Data supplied
■ ■ ■ ■ ■ ■ ■
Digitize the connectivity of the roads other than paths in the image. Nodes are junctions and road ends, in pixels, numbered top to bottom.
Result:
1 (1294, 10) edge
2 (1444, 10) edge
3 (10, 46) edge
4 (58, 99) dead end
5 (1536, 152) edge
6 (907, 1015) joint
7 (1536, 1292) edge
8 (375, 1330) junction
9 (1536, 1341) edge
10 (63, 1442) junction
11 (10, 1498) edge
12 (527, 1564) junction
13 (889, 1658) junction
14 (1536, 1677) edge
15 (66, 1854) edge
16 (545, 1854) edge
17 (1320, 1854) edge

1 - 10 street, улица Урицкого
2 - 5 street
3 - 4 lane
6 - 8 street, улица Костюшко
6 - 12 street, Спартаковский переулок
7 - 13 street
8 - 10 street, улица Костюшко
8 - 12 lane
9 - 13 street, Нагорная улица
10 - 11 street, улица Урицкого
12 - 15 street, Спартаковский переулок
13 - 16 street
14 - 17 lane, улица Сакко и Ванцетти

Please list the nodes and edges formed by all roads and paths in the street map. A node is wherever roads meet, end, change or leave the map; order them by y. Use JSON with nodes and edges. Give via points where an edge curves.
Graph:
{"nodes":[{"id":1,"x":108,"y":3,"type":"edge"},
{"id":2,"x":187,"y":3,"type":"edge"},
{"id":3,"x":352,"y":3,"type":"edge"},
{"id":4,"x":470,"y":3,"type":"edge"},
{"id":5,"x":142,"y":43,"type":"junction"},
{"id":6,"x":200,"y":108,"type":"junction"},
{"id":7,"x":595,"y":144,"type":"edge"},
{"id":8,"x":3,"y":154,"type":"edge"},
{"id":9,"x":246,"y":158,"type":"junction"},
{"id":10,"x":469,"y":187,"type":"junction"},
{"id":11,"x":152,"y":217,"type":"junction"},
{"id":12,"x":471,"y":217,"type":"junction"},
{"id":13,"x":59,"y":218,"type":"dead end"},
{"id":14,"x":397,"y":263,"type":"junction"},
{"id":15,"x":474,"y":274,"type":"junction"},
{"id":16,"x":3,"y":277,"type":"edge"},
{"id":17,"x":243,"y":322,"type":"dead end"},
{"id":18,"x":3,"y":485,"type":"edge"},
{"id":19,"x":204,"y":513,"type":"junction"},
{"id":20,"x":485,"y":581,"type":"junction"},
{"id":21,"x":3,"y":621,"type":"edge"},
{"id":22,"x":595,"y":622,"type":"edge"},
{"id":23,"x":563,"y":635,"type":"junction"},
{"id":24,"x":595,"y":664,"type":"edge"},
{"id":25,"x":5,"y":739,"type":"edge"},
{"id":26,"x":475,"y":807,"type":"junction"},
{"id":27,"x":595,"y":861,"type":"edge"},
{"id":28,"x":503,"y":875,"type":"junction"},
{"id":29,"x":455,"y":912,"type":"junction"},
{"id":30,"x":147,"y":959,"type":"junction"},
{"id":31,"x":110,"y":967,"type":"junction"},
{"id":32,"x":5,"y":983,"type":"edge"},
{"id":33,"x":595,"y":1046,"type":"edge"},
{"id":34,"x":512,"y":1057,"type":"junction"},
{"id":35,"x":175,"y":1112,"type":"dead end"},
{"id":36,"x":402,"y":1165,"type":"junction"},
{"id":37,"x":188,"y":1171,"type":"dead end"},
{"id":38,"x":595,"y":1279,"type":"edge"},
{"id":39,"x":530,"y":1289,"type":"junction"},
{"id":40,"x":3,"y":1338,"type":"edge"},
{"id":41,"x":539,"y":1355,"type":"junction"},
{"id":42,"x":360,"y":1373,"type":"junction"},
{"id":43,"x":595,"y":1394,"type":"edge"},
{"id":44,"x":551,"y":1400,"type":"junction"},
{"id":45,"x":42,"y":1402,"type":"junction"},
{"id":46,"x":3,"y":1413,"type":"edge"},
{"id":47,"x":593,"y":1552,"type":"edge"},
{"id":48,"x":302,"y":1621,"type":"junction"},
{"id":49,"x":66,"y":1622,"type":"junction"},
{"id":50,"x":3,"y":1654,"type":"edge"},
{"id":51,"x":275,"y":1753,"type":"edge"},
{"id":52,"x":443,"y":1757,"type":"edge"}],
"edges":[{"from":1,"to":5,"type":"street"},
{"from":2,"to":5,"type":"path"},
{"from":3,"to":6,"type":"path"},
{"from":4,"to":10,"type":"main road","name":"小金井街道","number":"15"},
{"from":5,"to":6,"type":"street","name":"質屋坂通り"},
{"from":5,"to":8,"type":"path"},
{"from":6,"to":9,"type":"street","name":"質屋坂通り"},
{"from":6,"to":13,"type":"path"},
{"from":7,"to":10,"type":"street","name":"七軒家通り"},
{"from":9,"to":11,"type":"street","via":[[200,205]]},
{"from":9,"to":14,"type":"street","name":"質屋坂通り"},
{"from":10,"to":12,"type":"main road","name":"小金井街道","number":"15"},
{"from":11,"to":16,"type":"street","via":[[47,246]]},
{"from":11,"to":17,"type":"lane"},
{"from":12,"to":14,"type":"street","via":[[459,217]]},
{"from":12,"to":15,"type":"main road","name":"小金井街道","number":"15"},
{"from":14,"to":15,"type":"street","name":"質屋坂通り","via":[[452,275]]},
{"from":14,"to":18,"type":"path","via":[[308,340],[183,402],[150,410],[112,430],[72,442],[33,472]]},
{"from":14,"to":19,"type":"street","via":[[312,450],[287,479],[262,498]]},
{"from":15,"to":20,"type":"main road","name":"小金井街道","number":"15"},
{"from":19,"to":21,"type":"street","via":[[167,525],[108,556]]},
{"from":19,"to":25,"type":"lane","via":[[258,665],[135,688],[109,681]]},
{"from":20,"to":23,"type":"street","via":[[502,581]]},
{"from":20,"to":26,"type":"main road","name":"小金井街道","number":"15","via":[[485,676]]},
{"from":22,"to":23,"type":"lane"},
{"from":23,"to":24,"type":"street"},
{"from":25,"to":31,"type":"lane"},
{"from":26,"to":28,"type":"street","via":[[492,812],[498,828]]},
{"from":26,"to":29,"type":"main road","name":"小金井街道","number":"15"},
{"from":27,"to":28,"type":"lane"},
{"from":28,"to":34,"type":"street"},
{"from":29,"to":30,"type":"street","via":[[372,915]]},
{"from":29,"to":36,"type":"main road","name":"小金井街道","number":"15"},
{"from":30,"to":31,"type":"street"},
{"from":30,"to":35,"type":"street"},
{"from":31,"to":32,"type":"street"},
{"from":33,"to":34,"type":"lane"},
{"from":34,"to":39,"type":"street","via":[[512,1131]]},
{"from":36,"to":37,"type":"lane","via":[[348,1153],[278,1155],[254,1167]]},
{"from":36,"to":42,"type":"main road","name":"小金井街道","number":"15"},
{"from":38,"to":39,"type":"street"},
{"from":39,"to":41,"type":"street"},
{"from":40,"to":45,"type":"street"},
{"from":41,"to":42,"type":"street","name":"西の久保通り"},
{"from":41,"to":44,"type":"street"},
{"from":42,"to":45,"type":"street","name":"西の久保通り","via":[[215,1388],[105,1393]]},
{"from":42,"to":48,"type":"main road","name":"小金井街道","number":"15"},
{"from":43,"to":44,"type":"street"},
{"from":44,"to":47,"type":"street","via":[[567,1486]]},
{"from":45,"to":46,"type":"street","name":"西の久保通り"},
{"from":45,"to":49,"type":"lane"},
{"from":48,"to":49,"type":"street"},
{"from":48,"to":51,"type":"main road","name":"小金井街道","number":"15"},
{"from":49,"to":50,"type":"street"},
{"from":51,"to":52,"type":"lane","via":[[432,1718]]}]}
■ ■ ■ ■ ■ ■ ■
To do
Begin at the first line of the entries above and copy every line exactly, ending with the line that contains "Please list the".

Answer for this exercise
Digitize the connectivity of the roads other than paths in the image. Nodes are junctions and road ends, in pixels, numbered top to bottom.
Result:
1 (1294, 10) edge
2 (1444, 10) edge
3 (10, 46) edge
4 (58, 99) dead end
5 (1536, 152) edge
6 (907, 1015) joint
7 (1536, 1292) edge
8 (375, 1330) junction
9 (1536, 1341) edge
10 (63, 1442) junction
11 (10, 1498) edge
12 (527, 1564) junction
13 (889, 1658) junction
14 (1536, 1677) edge
15 (66, 1854) edge
16 (545, 1854) edge
17 (1320, 1854) edge

1 - 10 street, улица Урицкого
2 - 5 street
3 - 4 lane
6 - 8 street, улица Костюшко
6 - 12 street, Спартаковский переулок
7 - 13 street
8 - 10 street, улица Костюшко
8 - 12 lane
9 - 13 street, Нагорная улица
10 - 11 street, улица Урицкого
12 - 15 street, Спартаковский переулок
13 - 16 street
14 - 17 lane, улица Сакко и Ванцетти

Please list the nodes and edges formed by all roads and paths in the street map. A node is wherever roads meet, end, change or leave the map; order them by y. Use JSON with nodes and edges. Give via points where an edge curves.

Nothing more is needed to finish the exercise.